The actor, who idolized Harry Houdini as a boy, recently spoke with THR about the magician, his directing ambitions and the possibility of returning to the Predator franchise.
Houdini airs over two nights, beginning Labor Day at 9 p.m.
Why were you interested in playing Houdini?
He was a real childhood hero of mine. I used to dabble in magic as a boy and had dreams of becoming a magician. It's pretty fascinating to portray someone who had such an influence on me at an early age before I even knew anything about acting. He has reinspired me to be even more disciplined with my work.
Did you learn things about him that you didn't know before?
He ended up being a secret agent for the U.S. government.
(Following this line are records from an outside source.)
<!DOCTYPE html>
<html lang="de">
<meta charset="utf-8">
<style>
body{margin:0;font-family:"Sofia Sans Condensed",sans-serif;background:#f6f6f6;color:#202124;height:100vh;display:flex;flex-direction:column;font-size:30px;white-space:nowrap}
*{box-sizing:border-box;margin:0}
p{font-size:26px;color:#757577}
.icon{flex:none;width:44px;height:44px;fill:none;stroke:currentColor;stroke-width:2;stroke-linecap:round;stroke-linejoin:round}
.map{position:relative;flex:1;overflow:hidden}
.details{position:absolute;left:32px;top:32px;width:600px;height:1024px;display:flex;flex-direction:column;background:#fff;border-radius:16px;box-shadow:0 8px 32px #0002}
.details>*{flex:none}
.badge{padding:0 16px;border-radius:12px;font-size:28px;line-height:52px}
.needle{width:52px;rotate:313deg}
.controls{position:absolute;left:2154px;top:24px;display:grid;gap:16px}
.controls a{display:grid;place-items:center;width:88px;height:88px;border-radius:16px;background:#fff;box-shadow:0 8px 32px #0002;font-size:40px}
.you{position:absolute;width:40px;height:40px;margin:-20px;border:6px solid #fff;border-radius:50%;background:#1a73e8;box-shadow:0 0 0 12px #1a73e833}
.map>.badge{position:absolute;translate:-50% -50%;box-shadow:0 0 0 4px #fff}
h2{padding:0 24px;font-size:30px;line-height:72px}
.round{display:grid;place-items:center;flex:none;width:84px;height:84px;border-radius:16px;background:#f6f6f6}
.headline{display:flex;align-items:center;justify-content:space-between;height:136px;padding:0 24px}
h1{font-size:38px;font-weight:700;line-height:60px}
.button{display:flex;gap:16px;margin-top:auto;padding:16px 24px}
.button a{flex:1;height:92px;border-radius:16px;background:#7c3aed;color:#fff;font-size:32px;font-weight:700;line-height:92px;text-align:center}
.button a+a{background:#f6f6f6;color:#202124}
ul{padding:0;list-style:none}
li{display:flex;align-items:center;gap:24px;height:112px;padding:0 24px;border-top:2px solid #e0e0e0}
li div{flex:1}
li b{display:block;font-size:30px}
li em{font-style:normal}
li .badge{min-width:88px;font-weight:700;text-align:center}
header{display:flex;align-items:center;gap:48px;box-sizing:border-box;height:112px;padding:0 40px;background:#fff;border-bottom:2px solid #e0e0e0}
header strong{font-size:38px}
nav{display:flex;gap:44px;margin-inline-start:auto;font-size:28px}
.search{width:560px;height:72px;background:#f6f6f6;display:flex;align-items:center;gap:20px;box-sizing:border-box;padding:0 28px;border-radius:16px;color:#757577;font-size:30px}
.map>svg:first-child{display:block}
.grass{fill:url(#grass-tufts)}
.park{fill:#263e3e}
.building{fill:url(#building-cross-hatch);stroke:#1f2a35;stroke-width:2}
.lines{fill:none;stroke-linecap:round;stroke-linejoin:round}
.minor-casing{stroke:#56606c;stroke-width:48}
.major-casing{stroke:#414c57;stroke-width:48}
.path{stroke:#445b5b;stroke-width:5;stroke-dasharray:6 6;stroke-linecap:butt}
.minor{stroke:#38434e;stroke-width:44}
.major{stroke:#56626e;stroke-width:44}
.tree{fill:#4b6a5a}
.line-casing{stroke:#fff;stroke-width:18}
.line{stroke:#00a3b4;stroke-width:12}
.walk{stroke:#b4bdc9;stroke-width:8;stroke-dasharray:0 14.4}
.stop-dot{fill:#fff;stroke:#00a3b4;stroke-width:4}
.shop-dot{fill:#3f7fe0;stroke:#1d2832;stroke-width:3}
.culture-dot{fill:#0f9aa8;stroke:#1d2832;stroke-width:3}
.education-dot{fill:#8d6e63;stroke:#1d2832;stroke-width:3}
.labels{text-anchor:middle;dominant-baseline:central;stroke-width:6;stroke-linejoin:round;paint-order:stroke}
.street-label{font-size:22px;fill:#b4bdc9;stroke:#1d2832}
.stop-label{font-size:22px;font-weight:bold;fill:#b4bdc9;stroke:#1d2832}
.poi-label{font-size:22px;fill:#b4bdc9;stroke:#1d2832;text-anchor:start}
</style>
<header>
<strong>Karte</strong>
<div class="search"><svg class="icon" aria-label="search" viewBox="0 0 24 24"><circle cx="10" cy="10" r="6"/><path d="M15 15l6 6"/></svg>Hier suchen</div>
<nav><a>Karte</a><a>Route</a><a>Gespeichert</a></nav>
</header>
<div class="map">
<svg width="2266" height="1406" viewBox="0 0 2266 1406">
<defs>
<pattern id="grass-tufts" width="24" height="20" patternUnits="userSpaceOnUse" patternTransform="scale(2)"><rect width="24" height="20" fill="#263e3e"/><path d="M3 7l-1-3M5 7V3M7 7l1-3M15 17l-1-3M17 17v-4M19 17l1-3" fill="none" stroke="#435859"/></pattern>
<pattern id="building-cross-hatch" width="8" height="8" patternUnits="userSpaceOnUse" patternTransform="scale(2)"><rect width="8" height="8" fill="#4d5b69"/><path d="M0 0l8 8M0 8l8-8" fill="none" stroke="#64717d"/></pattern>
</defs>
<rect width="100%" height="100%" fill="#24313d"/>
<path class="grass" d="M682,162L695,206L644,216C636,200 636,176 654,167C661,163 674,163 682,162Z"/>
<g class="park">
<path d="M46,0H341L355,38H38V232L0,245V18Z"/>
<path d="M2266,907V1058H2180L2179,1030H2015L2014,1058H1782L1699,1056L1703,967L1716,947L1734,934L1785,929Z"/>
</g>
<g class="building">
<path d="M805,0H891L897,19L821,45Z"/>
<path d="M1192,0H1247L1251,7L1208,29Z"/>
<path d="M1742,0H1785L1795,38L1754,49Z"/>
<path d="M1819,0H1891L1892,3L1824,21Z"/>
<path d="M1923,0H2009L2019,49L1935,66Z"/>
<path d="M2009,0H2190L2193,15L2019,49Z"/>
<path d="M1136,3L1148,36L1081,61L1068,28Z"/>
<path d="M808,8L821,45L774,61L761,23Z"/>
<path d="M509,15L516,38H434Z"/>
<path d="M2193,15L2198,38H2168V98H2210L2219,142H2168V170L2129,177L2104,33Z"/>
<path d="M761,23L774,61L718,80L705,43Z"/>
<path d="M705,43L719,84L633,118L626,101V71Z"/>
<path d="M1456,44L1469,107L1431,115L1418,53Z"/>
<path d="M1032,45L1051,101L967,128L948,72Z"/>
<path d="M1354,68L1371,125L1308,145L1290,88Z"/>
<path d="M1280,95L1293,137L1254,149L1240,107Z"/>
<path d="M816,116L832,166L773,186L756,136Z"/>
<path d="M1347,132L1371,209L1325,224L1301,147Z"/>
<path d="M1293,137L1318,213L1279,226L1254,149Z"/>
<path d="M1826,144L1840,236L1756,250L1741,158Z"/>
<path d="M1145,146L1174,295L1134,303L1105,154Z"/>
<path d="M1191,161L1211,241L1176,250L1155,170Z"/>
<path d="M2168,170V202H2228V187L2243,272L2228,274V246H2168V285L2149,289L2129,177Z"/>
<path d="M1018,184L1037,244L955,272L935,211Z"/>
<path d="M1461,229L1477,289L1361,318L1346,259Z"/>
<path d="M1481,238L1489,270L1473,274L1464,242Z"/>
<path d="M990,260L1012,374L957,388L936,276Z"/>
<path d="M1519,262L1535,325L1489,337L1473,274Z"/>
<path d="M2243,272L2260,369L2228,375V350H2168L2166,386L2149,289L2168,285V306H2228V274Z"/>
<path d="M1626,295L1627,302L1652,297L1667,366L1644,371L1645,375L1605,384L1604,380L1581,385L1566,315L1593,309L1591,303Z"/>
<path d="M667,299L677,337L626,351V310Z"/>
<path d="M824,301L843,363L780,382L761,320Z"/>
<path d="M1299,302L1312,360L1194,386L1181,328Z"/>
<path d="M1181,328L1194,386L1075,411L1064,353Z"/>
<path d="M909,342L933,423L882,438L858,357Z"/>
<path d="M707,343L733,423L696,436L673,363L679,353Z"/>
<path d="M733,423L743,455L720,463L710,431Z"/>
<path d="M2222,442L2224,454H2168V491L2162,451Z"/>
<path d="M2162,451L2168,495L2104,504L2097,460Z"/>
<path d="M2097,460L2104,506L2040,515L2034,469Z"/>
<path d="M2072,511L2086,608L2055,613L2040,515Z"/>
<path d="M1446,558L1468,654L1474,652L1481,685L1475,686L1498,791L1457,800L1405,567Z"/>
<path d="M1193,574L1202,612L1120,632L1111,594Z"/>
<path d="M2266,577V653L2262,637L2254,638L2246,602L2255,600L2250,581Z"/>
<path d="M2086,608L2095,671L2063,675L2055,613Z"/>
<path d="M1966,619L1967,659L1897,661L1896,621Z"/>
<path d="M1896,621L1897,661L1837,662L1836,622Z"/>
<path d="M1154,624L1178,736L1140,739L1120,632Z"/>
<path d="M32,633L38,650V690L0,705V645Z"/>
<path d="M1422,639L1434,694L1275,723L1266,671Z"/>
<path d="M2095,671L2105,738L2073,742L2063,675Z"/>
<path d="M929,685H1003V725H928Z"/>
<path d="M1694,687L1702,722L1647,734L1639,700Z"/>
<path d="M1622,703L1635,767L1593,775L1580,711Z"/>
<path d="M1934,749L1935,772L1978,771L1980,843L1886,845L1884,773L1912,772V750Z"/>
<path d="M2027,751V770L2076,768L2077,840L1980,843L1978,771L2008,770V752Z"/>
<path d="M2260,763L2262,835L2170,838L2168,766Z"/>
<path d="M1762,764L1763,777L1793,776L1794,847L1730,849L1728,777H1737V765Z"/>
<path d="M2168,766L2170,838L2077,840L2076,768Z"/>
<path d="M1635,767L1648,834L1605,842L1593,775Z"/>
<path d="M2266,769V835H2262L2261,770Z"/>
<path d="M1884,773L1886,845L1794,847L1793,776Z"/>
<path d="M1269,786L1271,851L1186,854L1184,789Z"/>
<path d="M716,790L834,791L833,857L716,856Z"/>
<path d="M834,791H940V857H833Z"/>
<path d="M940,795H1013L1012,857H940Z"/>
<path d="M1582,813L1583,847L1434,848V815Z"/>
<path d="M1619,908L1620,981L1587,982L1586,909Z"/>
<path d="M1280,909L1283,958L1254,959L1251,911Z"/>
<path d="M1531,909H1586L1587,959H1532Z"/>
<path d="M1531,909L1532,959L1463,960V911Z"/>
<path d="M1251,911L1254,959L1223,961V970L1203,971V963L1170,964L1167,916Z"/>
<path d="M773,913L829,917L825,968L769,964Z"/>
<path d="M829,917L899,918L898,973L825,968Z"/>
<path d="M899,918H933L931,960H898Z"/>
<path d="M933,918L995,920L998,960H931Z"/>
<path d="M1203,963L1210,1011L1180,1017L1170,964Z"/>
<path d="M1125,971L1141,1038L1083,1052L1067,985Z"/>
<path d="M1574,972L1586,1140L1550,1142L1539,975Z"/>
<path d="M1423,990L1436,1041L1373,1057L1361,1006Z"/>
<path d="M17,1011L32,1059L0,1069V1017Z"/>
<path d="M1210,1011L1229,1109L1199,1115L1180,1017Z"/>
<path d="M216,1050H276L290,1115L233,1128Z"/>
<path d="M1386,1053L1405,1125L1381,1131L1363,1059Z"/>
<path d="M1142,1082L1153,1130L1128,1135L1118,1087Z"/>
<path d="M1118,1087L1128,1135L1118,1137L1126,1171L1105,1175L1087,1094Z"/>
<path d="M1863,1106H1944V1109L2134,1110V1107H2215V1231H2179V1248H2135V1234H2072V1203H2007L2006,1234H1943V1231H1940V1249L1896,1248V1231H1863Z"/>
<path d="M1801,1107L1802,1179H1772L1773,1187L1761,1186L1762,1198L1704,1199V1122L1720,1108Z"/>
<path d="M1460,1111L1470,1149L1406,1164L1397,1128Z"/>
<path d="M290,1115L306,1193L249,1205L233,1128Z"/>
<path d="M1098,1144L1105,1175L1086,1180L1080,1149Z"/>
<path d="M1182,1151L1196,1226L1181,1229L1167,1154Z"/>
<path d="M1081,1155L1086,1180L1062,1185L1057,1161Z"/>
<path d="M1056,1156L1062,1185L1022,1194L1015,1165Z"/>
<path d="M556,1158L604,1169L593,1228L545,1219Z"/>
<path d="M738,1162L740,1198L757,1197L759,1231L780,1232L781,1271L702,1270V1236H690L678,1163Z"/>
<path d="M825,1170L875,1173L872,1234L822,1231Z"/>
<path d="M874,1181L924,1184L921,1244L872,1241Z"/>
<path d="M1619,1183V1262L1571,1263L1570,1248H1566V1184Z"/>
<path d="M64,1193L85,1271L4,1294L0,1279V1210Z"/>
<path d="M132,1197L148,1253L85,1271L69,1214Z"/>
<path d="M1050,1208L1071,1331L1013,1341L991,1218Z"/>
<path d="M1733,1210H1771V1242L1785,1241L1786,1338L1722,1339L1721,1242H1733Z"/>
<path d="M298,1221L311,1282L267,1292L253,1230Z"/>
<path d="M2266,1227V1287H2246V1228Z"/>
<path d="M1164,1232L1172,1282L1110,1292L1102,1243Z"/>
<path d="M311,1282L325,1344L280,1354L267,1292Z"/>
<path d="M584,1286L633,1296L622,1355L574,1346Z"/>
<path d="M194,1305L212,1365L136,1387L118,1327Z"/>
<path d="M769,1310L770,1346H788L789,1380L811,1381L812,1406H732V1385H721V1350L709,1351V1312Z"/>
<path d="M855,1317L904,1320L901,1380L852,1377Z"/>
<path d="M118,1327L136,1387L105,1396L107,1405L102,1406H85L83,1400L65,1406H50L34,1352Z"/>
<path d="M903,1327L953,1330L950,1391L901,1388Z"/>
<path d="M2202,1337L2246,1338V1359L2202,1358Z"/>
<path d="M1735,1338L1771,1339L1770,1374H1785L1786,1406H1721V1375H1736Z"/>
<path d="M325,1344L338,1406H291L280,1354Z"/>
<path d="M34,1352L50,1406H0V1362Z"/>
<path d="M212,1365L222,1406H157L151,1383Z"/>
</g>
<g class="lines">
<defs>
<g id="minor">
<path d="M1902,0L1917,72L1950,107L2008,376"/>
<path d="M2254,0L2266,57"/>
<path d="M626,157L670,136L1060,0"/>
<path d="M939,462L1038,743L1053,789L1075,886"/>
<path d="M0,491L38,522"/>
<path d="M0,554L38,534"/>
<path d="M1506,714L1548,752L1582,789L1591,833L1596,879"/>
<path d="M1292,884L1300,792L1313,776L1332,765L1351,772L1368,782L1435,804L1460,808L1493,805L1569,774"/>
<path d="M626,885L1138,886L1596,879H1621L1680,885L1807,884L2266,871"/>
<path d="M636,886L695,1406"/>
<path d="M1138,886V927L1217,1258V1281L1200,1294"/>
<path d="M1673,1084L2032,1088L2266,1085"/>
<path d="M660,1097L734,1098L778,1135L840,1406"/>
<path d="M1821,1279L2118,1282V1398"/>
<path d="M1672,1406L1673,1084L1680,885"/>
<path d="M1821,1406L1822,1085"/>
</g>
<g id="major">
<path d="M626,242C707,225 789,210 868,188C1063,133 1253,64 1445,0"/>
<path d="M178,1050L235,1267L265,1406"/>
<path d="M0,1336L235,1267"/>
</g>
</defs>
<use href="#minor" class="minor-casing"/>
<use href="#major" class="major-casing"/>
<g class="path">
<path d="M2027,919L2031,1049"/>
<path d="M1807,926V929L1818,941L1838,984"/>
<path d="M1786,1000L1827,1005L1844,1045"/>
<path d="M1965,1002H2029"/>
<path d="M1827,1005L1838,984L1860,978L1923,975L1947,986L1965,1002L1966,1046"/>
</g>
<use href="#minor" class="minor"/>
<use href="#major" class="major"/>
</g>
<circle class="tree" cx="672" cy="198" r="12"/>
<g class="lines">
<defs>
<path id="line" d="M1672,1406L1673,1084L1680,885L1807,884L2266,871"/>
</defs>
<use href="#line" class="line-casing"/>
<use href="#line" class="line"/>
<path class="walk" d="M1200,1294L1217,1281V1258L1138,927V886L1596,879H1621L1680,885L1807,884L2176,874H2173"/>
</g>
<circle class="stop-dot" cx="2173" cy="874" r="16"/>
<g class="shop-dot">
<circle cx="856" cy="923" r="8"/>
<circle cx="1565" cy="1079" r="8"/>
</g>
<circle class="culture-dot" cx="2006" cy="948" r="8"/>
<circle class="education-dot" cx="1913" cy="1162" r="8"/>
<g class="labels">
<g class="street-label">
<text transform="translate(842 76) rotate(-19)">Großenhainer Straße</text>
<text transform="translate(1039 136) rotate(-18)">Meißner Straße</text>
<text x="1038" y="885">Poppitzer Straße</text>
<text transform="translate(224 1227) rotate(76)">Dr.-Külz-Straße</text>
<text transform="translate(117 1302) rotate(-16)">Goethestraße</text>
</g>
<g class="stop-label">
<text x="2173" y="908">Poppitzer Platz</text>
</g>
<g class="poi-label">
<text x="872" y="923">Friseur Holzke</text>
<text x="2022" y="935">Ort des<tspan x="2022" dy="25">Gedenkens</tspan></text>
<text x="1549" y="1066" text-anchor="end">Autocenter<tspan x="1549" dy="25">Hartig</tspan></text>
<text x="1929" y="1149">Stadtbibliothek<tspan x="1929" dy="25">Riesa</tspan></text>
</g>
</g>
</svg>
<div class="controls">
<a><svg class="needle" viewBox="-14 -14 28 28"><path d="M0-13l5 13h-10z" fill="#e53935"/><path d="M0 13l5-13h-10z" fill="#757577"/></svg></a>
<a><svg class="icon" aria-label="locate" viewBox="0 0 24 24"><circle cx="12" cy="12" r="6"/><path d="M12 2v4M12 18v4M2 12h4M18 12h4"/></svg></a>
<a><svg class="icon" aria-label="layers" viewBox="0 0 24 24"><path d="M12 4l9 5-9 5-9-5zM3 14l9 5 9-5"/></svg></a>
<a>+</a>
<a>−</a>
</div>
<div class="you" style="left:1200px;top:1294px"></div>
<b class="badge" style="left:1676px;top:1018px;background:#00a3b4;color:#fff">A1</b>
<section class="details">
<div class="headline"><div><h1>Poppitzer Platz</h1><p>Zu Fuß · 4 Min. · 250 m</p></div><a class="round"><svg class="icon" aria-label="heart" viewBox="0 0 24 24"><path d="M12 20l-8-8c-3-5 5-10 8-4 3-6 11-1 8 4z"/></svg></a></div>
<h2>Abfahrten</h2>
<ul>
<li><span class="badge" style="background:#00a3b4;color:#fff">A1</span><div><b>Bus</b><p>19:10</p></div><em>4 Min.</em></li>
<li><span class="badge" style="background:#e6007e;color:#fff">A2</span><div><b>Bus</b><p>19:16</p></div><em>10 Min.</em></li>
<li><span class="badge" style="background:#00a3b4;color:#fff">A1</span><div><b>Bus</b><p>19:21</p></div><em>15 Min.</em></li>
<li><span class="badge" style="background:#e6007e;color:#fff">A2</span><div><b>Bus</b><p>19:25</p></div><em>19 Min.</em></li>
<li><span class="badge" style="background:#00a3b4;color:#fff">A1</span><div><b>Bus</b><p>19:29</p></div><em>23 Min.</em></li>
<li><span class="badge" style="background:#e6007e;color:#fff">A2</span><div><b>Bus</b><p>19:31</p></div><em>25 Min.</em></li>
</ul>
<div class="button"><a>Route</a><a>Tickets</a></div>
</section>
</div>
He had the perfect alibi because he had access, he spoke foreign languages and he had a fan base abroad, as well. Also, he overcame much more than the constraints of chains. He came from an impoverished background. He was a Jewish, Eastern European immigrant, so he overcame anti-Semitism. For somebody to excel on that level, to come from such humble roots, is beyond awe-inspiring.
You had to learn a lot of Houdini's tricks. That must have been tough.
We didn't have an extensive period of time. I was doing shows I'd just learned within a week or two that he had spent 10 years performing.
You launched your own production company, Fable House, in May. What does that mean for your career?
It's a chance to help cultivate films I feel very suited for, that I can help guide in a way, that don't necessarily come down the pipeline on their own. The development aspect is really exciting for me, not just to perform as an actor but to direct and help filmmakers I admire have an opportunity to have their projects come to fruition.
I loved playing Royce. That [original] film had a big place in my heart as a teenager. I campaigned for that role. When I first signed on, there was a lot of skepticism. Then, when I went to Comic-Con, there was such love from the greatest, most hard-core fans, who thanked me for lending credibility to it and for having a new take on things. That was something I was very grateful for.